WHAT THE TASK REQUIRES: In how many lines of these records does the word "image" appear? Give the number by itself.

Recorded data:

- - -

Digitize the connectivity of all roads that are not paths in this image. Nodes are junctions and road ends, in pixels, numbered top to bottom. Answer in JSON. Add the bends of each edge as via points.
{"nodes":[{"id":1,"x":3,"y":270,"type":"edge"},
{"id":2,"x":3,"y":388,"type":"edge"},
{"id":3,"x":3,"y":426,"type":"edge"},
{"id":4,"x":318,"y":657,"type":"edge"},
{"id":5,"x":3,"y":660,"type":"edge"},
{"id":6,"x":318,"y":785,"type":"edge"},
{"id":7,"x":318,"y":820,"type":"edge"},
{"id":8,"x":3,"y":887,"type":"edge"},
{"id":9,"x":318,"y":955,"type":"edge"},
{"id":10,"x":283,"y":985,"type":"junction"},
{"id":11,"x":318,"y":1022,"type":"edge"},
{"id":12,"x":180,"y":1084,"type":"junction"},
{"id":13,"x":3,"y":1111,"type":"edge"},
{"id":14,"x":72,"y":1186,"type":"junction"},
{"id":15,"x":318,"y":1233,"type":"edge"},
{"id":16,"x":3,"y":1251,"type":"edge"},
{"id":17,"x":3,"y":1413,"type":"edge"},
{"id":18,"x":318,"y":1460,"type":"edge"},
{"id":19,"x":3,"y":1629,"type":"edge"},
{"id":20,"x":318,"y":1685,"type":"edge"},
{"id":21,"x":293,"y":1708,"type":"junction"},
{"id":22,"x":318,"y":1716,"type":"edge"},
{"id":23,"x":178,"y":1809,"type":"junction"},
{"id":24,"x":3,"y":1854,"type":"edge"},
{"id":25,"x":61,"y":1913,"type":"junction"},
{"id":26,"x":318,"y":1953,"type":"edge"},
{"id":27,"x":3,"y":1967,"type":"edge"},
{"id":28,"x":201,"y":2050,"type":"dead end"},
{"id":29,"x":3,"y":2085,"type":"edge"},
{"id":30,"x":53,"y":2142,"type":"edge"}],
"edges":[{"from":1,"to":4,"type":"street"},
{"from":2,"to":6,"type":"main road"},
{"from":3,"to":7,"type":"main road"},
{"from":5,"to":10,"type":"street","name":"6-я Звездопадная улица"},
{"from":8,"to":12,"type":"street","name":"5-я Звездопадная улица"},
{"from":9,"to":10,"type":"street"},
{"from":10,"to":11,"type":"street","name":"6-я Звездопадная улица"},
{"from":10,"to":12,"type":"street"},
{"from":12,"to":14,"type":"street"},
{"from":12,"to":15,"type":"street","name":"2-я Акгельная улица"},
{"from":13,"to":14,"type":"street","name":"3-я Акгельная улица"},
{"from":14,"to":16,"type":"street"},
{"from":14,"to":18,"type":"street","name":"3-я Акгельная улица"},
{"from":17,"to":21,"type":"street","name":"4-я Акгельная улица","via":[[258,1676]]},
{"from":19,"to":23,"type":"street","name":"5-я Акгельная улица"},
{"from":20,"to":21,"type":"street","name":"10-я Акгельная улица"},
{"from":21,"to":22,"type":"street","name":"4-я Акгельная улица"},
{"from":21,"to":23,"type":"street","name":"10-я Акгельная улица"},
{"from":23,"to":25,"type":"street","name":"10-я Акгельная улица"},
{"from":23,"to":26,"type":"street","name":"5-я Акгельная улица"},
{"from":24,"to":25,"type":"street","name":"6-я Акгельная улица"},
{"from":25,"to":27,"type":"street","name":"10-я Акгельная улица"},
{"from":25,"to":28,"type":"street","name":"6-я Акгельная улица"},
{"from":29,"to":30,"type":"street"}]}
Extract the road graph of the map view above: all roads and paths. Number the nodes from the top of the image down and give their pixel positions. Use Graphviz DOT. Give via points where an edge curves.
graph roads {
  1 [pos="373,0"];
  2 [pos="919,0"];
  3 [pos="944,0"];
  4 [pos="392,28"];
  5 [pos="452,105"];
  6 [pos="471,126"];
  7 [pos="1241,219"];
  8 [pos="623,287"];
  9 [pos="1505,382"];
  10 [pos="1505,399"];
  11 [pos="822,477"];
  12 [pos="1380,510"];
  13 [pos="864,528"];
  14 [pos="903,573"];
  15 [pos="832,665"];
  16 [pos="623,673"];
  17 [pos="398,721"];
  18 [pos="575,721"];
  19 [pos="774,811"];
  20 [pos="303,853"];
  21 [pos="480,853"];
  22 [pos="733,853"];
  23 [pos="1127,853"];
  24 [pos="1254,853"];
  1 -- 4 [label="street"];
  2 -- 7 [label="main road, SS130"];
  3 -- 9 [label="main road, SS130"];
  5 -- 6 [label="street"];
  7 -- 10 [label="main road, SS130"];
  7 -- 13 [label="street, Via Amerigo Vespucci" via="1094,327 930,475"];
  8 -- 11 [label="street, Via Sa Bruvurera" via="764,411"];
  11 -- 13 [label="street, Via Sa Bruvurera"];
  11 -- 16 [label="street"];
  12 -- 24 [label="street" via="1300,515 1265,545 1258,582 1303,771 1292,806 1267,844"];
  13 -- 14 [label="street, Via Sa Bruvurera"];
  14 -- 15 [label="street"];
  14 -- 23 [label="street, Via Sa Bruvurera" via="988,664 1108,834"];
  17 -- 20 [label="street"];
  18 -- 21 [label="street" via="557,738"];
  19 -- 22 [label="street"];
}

- - -

RESULT: 2